### What is needed
The required result is a copy of each line below in which "Hatcher" appears.

### Data under study
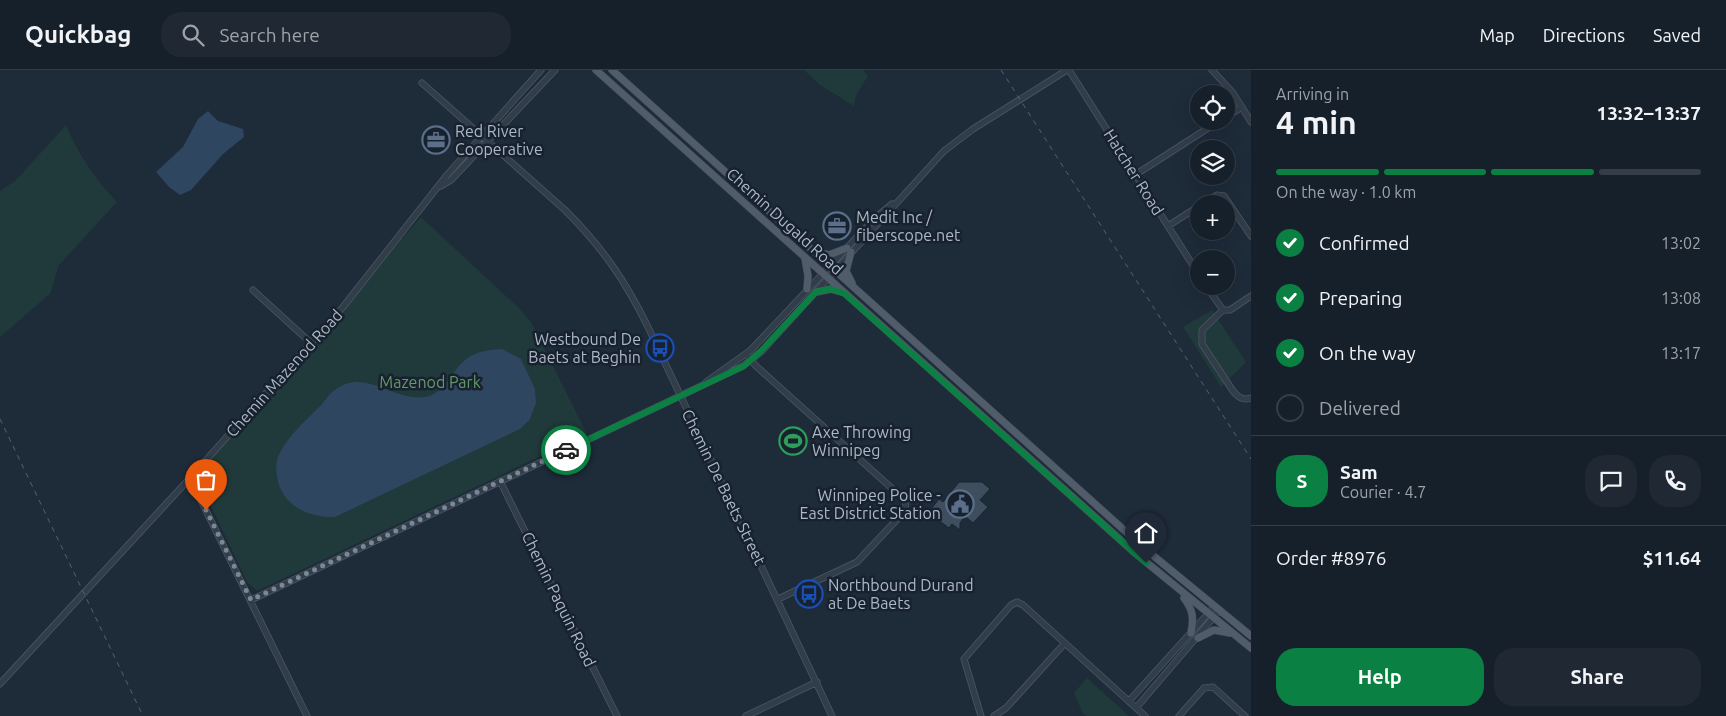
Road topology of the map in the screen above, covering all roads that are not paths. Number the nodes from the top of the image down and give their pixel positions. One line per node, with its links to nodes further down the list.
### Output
1 (541, 70): 12 (street, Chemin Mazenod Road)
2 (555, 70): 13 (street, Chemin Mazenod Road)
3 (596, 70): 22 (main road, Chemin Dugald Road)
4 (612, 70): 20 (main road, Chemin Dugald Road)
5 (1068, 70): 14 (street, Hatcher Road); 21 (street)
6 (1212, 70): 8 (street)
7 (422, 83): 12 (street, Chemin De Baets Street)
8 (1242, 107): 9 (street); 10 (street)
9 (1235, 111)
10 (1251, 122)
11 (1205, 130): 14 (street)
12 (481, 136): 13 (street, Chemin De Baets Street); 15 (street, Chemin Mazenod Road)
13 (487, 141): 15 (street, Chemin Mazenod Road); 38 (street, Chemin De Baets Street)
14 (1135, 174): 18 (street, Hatcher Road)
15 (439, 187): 34 (street, Chemin Mazenod Road)
16 (1190, 212): 18 (street)
17 (1235, 212): 19 (street)
18 (1168, 226): 23 (street, Hatcher Road)
19 (1251, 236)
20 (810, 247): 21 (main road); 24 (main road, Chemin Dugald Road)
21 (849, 250): 24 (street); 28 (main road)
22 (805, 258): 25 (main road, Chemin Dugald Road); 26 (main road)
23 (1190, 261)
24 (832, 269): 25 (street); 28 (main road, Chemin Dugald Road)
25 (826, 276): 26 (street); 29 (street); 30 (main road, Chemin Dugald Road)
26 (807, 289): 35 (street)
27 (253, 290): 34 (street)
28 (856, 290): 45 (main road, Chemin Dugald Road)
29 (816, 292): 30 (main road); 36 (street)
30 (845, 294): 42 (main road, Chemin Dugald Road)
31 (1212, 295): 33 (street)
32 (1251, 296): 33 (street)
33 (1223, 310): 39 (street)
34 (311, 343): 40 (street, Chemin Mazenod Road)
35 (746, 354): 36 (street); 37 (street)
36 (751, 360): 37 (street); 43 (street)
37 (700, 386): 38 (street)
38 (679, 395): 41 (street); 43 (street, Chemin De Baets Street)
39 (1251, 398)
40 (190, 478): 44 (street); 54 (street, Chemin Mazenod Road)
41 (500, 481): 44 (street); 58 (street, Chemin Paquin Road)
42 (1180, 591): 46 (main road, Chemin Dugald Road); 47 (main road)
43 (778, 599): 53 (street, Chemin De Baets Street)
44 (251, 600): 57 (street)
45 (1217, 609): 46 (street); 49 (main road, Chemin Dugald Road)
46 (1211, 616): 47 (street); 48 (main road, Chemin Dugald Road); 50 (street)
47 (1191, 633): 55 (street)
48 (1235, 634): 50 (main road); 52 (main road, Chemin Dugald Road)
49 (1251, 636)
50 (1198, 638): 56 (street)
51 (1065, 643): 55 (street); 61 (street); 62 (street)
52 (1251, 648)
53 (817, 682): 59 (street); 60 (street, Chemin De Baets Street)
54 (0, 684)
55 (1129, 701): 56 (street)
56 (1136, 708): 63 (street)
57 (307, 716)
58 (617, 716)
59 (746, 716)
60 (832, 716)
61 (981, 716)
62 (994, 716)
63 (1145, 716)
64 (1179, 716): 65 (street)
65 (1245, 716)

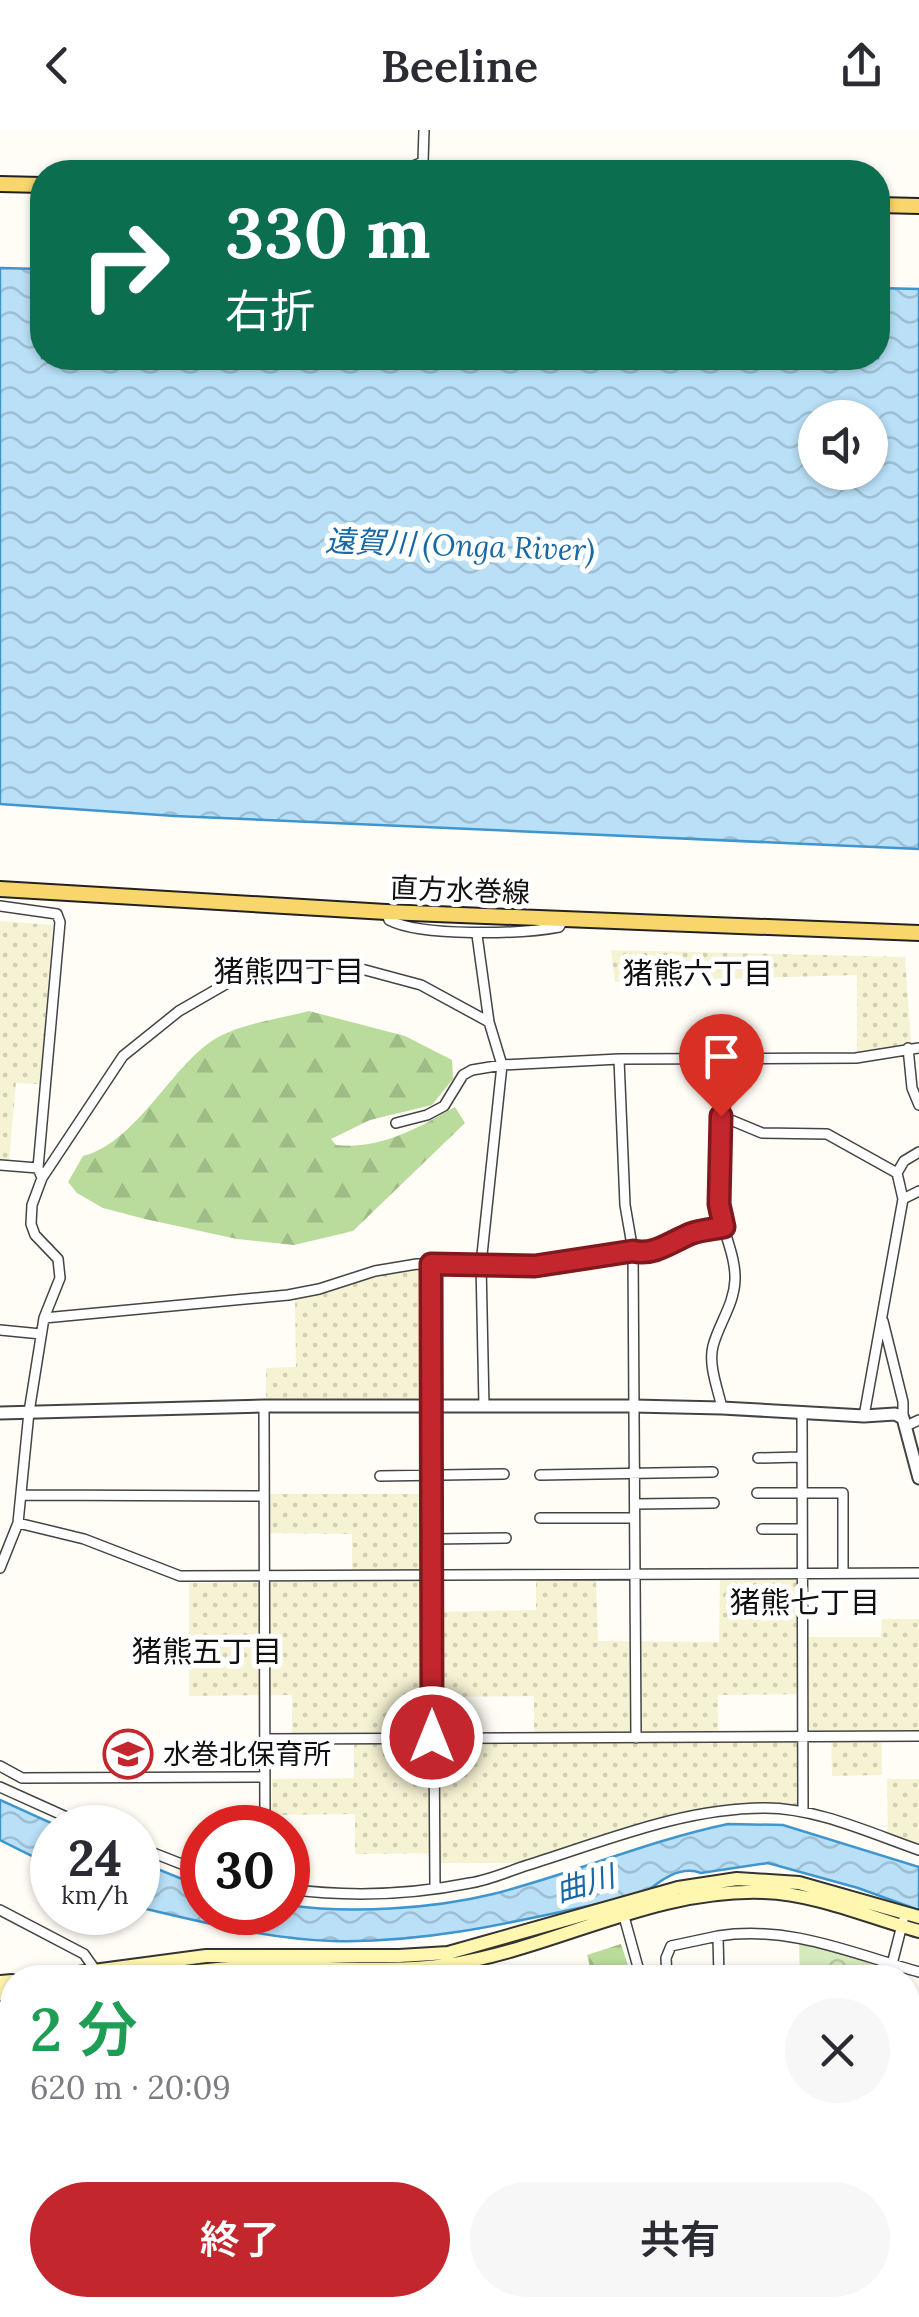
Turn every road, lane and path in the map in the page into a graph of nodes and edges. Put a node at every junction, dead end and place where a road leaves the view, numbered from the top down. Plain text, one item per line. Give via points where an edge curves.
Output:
1 (424, 130) edge
2 (423, 160) edge
3 (0, 184) edge
4 (30, 184) edge
5 (890, 205) edge
6 (919, 206) edge
7 (0, 890) edge
8 (0, 906) edge
9 (386, 912) junction
10 (564, 919) junction
11 (919, 933) edge
12 (477, 935) junction
13 (489, 1022) junction
14 (913, 1048) edge
15 (736, 1057) junction
16 (619, 1060) junction
17 (502, 1065) junction
18 (919, 1105) edge
19 (721, 1116) junction
20 (396, 1123) dead end
21 (919, 1152) edge
22 (0, 1165) edge
23 (40, 1173) junction
24 (897, 1173) junction
25 (919, 1191) edge
26 (903, 1199) junction
27 (724, 1227) junction
28 (633, 1251) junction
29 (431, 1264) junction
30 (481, 1264) junction
31 (44, 1318) junction
32 (883, 1318) junction
33 (0, 1330) edge
34 (41, 1334) junction
35 (894, 1364) junction
36 (874, 1367) junction
37 (264, 1406) junction
38 (432, 1406) junction
39 (484, 1406) junction
40 (633, 1406) junction
41 (722, 1408) junction
42 (28, 1412) junction
43 (802, 1412) junction
44 (0, 1413) edge
45 (864, 1416) junction
46 (919, 1420) edge
47 (904, 1422) junction
48 (802, 1457) junction
49 (758, 1458) dead end
50 (713, 1472) dead end
51 (634, 1473) junction
52 (504, 1474) dead end
53 (431, 1475) junction
54 (540, 1475) dead end
55 (380, 1476) dead end
56 (919, 1478) edge
57 (801, 1493) junction
58 (757, 1494) dead end
59 (21, 1496) junction
60 (263, 1496) junction
61 (714, 1503) dead end
62 (634, 1504) junction
63 (540, 1518) dead end
64 (634, 1518) junction
65 (18, 1523) junction
66 (762, 1529) dead end
67 (801, 1529) junction
68 (431, 1538) junction
69 (506, 1538) dead end
70 (0, 1568) edge
71 (843, 1573) junction
72 (919, 1573) edge
73 (634, 1574) junction
74 (802, 1574) junction
75 (432, 1575) junction
76 (264, 1576) junction
77 (919, 1736) edge
78 (432, 1737) junction
79 (801, 1737) junction
80 (636, 1738) junction
81 (266, 1739) junction
82 (0, 1766) edge
83 (265, 1777) junction
84 (0, 1787) edge
85 (40, 1805) edge
86 (266, 1805) edge
87 (803, 1812) junction
88 (919, 1850) edge
89 (434, 1887) junction
90 (310, 1891) edge
91 (0, 1910) edge
92 (622, 1910) junction
93 (909, 1919) edge
94 (919, 1931) edge
95 (718, 1936) junction
96 (892, 1964) junction
97 (93, 1965) edge
98 (153, 1965) edge
99 (434, 1965) edge
100 (637, 1965) edge
101 (666, 1965) edge
102 (719, 1965) edge
103 (895, 1965) edge

1 - 2 street
3 - 4 main road
5 - 6 main road
7 - 9 main road, 直方水巻線
8 - 23 street via 56,914 60,922
9 - 10 main road, 直方水巻線
9 - 12 street via 403,928
10 - 11 main road, 直方水巻線
10 - 12 street via 543,930
12 - 13 street
13 - 17 street
13 - 23 street via 421,986 354,967 306,963 238,977 123,1056
14 - 15 street via 856,1058
14 - 18 street via 912,1088
15 - 16 street
15 - 19 street
16 - 17 street
16 - 28 street
17 - 20 street via 472,1070 444,1106
17 - 30 street
19 - 24 street via 762,1133 827,1134
19 - 27 street
21 - 24 street
22 - 23 street
23 - 31 street via 31,1224 58,1259 60,1278
24 - 26 street
25 - 26 street
26 - 32 street
27 - 28 street via 643,1254
27 - 41 street via 736,1283 712,1360
28 - 30 street via 535,1266
28 - 40 street
29 - 30 street
29 - 31 street via 276,1297
29 - 38 street
30 - 39 street
31 - 34 street
32 - 35 street
32 - 36 street
33 - 34 street
34 - 42 street
35 - 36 street
35 - 47 street
36 - 45 street
37 - 38 street
37 - 42 street
37 - 60 street
38 - 39 street
38 - 53 street
39 - 40 street
40 - 41 street
40 - 51 street
41 - 43 street
42 - 44 street
42 - 59 street
43 - 45 street
43 - 48 street
45 - 47 street via 895,1414
46 - 47 street
47 - 56 street
48 - 49 street
48 - 57 street
50 - 51 street
51 - 54 street
51 - 62 street
52 - 53 street
53 - 55 street
53 - 68 street
57 - 58 street
57 - 67 street
57 - 71 street via 844,1492
59 - 60 street
59 - 65 street
60 - 76 street
61 - 62 street
62 - 64 street
63 - 64 street
64 - 73 street
65 - 70 street
65 - 76 street via 84,1539 180,1576
66 - 67 street
67 - 74 street
68 - 69 street
68 - 75 street
71 - 72 street
71 - 74 street
73 - 74 street
73 - 75 street
73 - 80 street
74 - 79 street
75 - 76 street
75 - 78 street
76 - 81 street
77 - 79 street
78 - 80 street
78 - 81 street
78 - 89 street
79 - 80 street
79 - 87 street
81 - 83 street
82 - 83 street via 22,1778
83 - 86 street
84 - 85 street
87 - 88 street
87 - 89 street via 703,1812 471,1883
89 - 90 street
91 - 97 street
92 - 93 main road via 678,1888 737,1879 798,1883
92 - 98 main road via 448,1953 206,1956
92 - 99 main road
92 - 100 street
93 - 94 main road
93 - 96 street
95 - 96 street via 802,1936
95 - 101 street via 671,1946
95 - 102 street
96 - 103 street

### Response below
5 (1068, 70): 14 (street, Hatcher Road); 21 (street)
14 (1135, 174): 18 (street, Hatcher Road)
18 (1168, 226): 23 (street, Hatcher Road)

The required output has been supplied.